Die wenigen Schauspieler sind jedoch auch vollkommen ausreichend, um dem Zuschauer ein Szenario zu bieten, das sich doch ganz erheblich von den üblichen Genre-Vertretern abhebt. Schon der Beginn des Filmes wirft einen ohne jegliche Vorwarnung sofort in das Geschehen und verzichtet dabei selbst auf den dezentesten Anflug einer Einführungs-Phase. Julia wird von ihrem Peiniger an einen fremden Ort gebracht und soll dort von dem Serienkiller gefoltert und später wohl auch getötet werden. Schon zu diesem frühen Zeitpunkt wird allerdings klar, das man es hier nicht mit dem üblichen und jammernden Opfer-Typ einer Frau zu tun hat, denn die junge Frau weiß sich ihrer Haut zu wehren und dreht den Spieß mit der Zeit sogar um. An dieser Stelle zieht dann die erste von mehreren Wendungen in die Geschichte ein, denn Julia erhält Unterstützung von ihrer jüngeren Schwester Jessica. Beide zusammen entfachen nun ein vollkommen anderes Spiel, in dem der Täter zum Opfer wird und einiges über sich ergehen lassen muss. Weiter möchte ich auch gar nicht auf die weiteren Abläufe eingehen, denn ansonsten würde man manch einem höchstwahrscheinlich die Spannung nehmen. Eines kann man aber doch leicht anreißen, denn in der Folge entwickelt sich das Geschehen zu einem Kampf der Psychophaten, der absolut brillant und extrem unterhaltsam in Szene gesetzt wurde.

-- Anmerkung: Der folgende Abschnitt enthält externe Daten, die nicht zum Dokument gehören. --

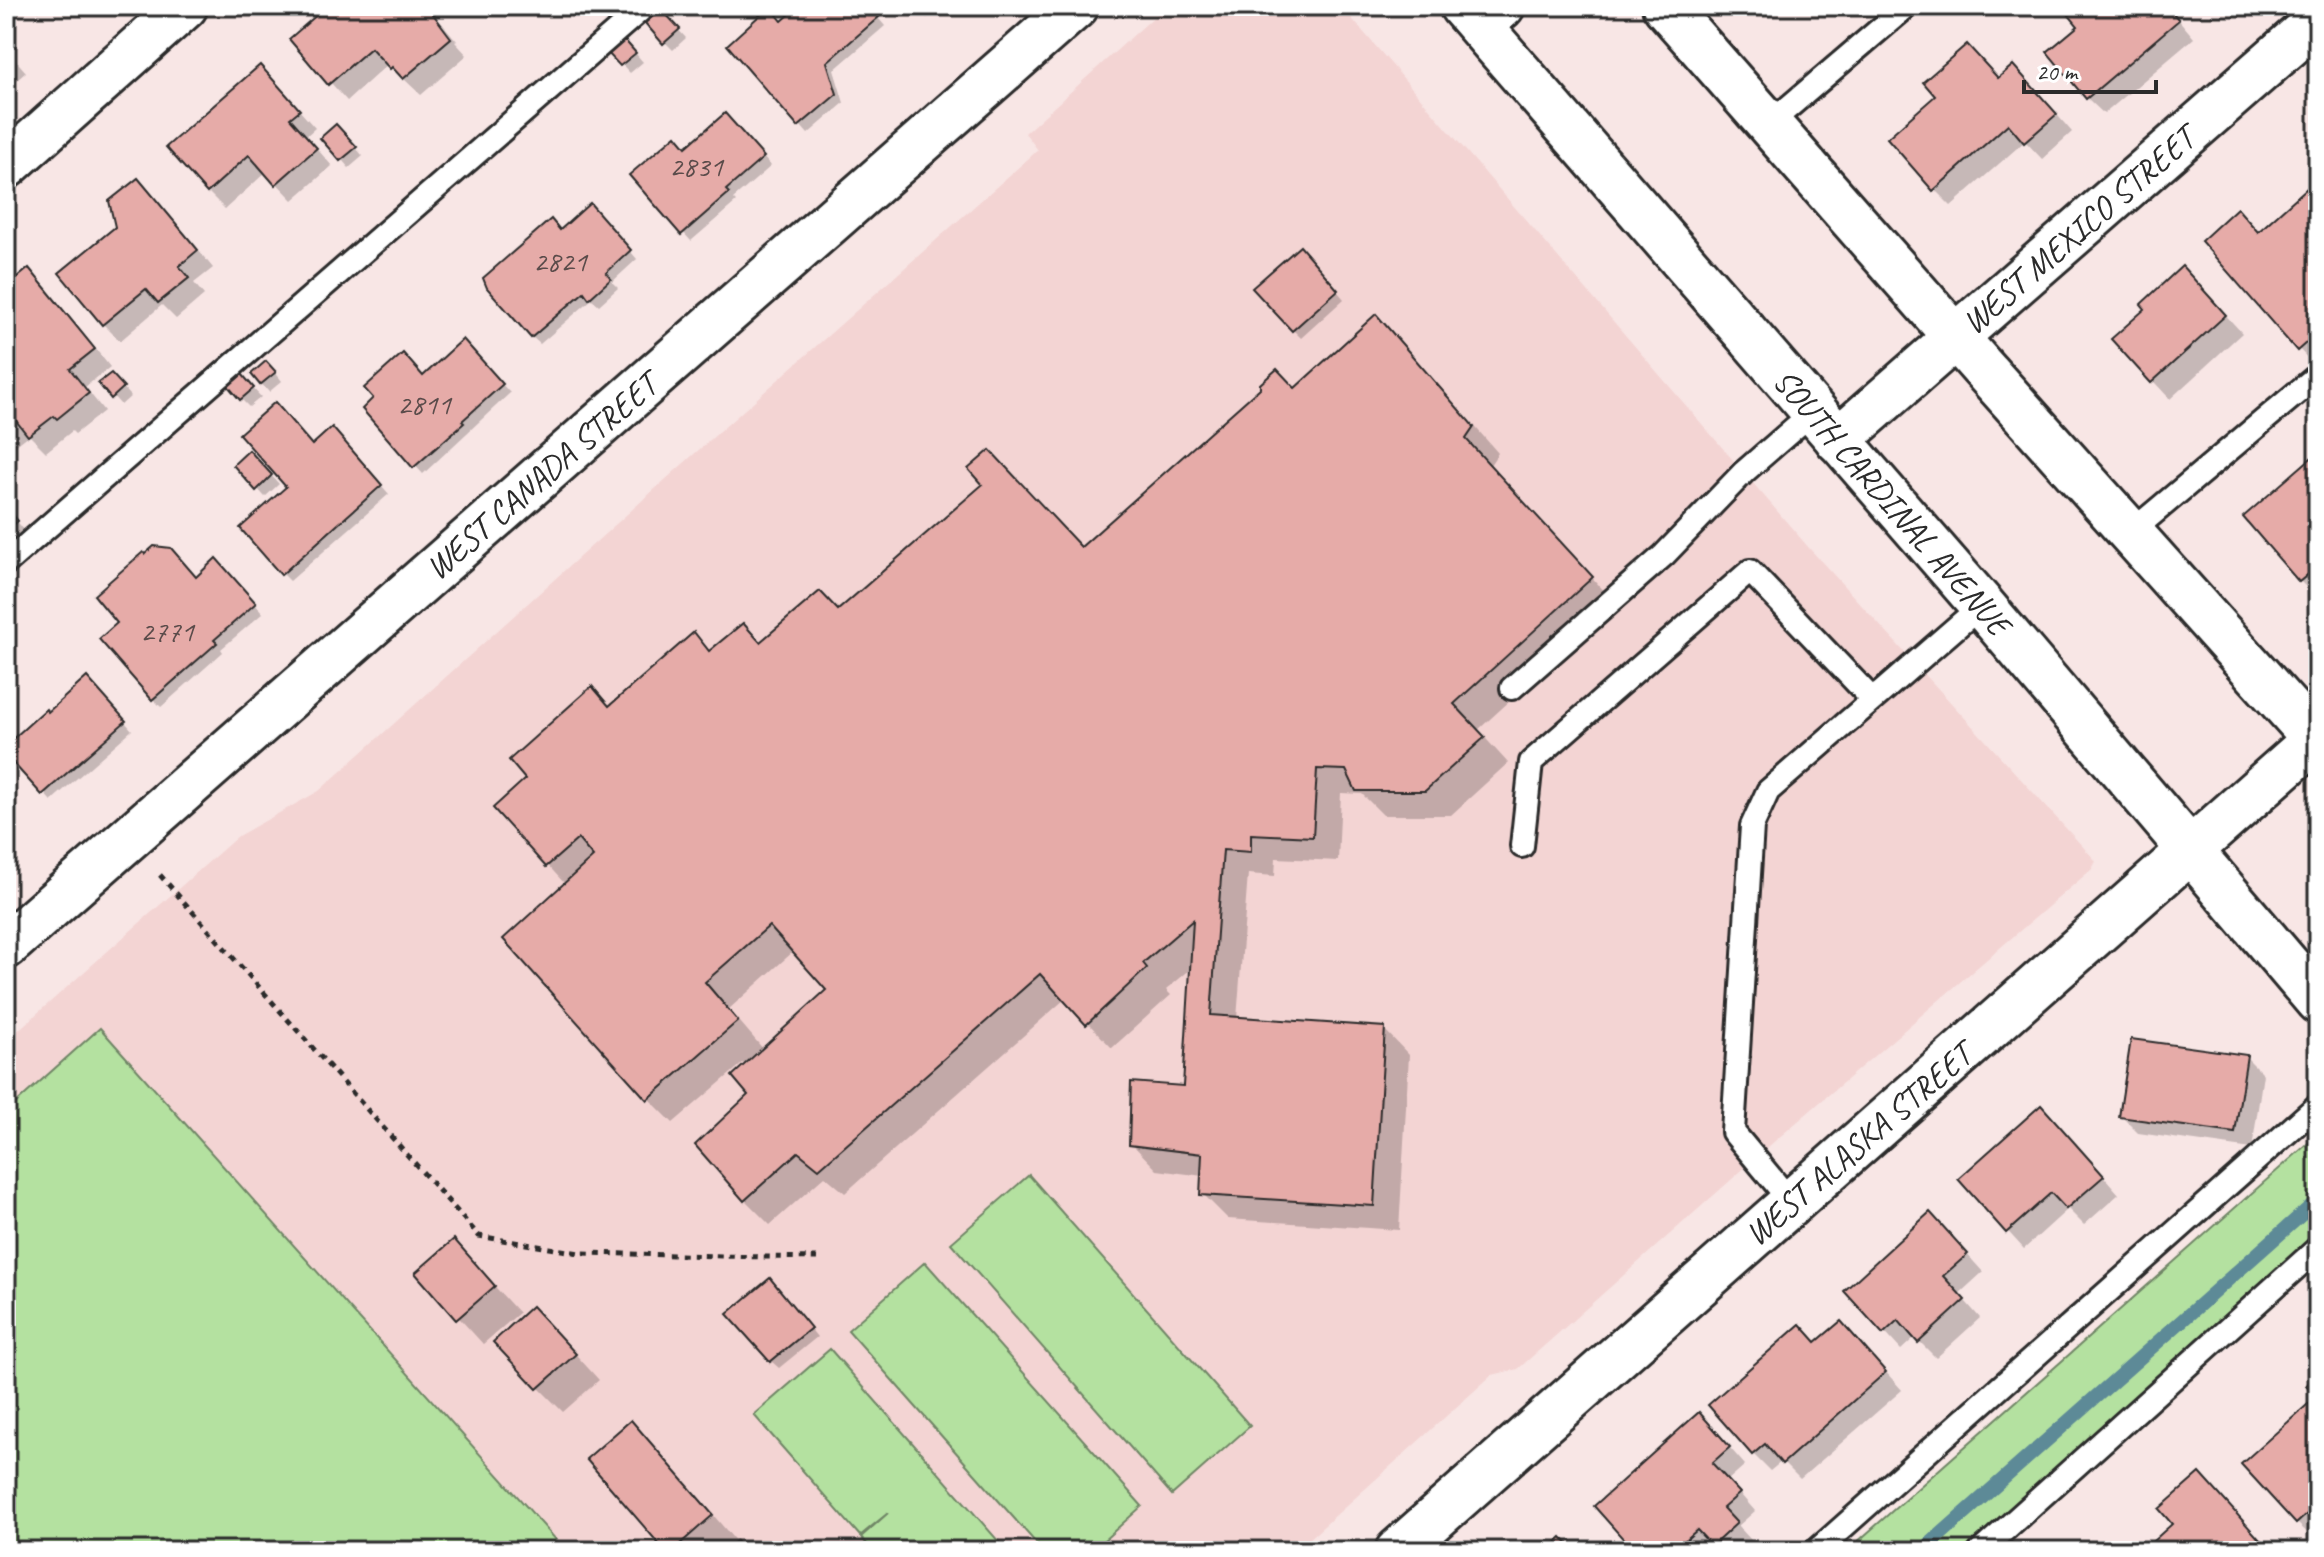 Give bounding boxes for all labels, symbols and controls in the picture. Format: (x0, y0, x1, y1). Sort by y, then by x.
scale bar (2024, 44, 2156, 94)
text: 20 m (2036, 57, 2079, 87)
street label: WEST MEXICO STREET (1952, 113, 2208, 343)
house number: 2831 (669, 147, 724, 185)
house number: 2821 (533, 242, 588, 280)
street label: WEST CANADA STREET (416, 359, 671, 589)
street label: SOUTH CARDINAL AVENUE (1764, 359, 2023, 648)
house number: 2811 (397, 385, 452, 423)
house number: 2771 (140, 612, 195, 650)
street label: WEST ALASKA STREET (1735, 1029, 1985, 1255)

Was mir persönlich besonders gut gefallen hat ist die Tatsache, das alle Chraktere so gezeichnet sind, das man zu keinem von ihnen überhaupt eine Beziehung aufbauen kann. Einige Leute sehen darin eher einen negativen Kritikpunkt, doch in meinen Augen handelt es sich vielmehr um einen genialen Schachzug des Regisseurs, entfallen doch Emotionen wie Mitleid oder Abneigung und man kann das blutige Spektakel vollkommen neutral beobachten. Im Prinzip bekommt hier jeder was er letztendlich verdient, so abgedroschen sich diese Phrase auch anhören mag. Und so kann man dann auch das teils blutige-und phasenweise recht derbe Treiben genüsslich auf sich einprasseln lassen und erfreut sich zudem an dem stellenweise rabenschwarzen Humor, der in etlichen Passagen zum Ausdruck kommt. Sei es durch skurril anmutende Situationskomik oder die vorhandenen Dialoge, die zudem auch noch eine ziemlich vulgäre Umgangssprache an den Tag legen. Nicht jedem mag das gefallen, aber für das hier dargestellte Szenario scheint es absolut passend und untermalt die Härte-und Brutalität der Situation noch zusätzlich. Auch das dargebrachte Schauspiel der 3 Haupt-Charaktere empfand ich als äußerst gelungen, insbesondere der Anti-Schauspieler Kevin Sorbo hat mich zum ersten mal wirklich in einer Rolle überzeugt. Fällt der gute Mann ansonsten nicht unbedingt durch überragende schauspielerische Fähigkeiten auf, so ist seine Performance als Serienkiller eine wahre Pracht.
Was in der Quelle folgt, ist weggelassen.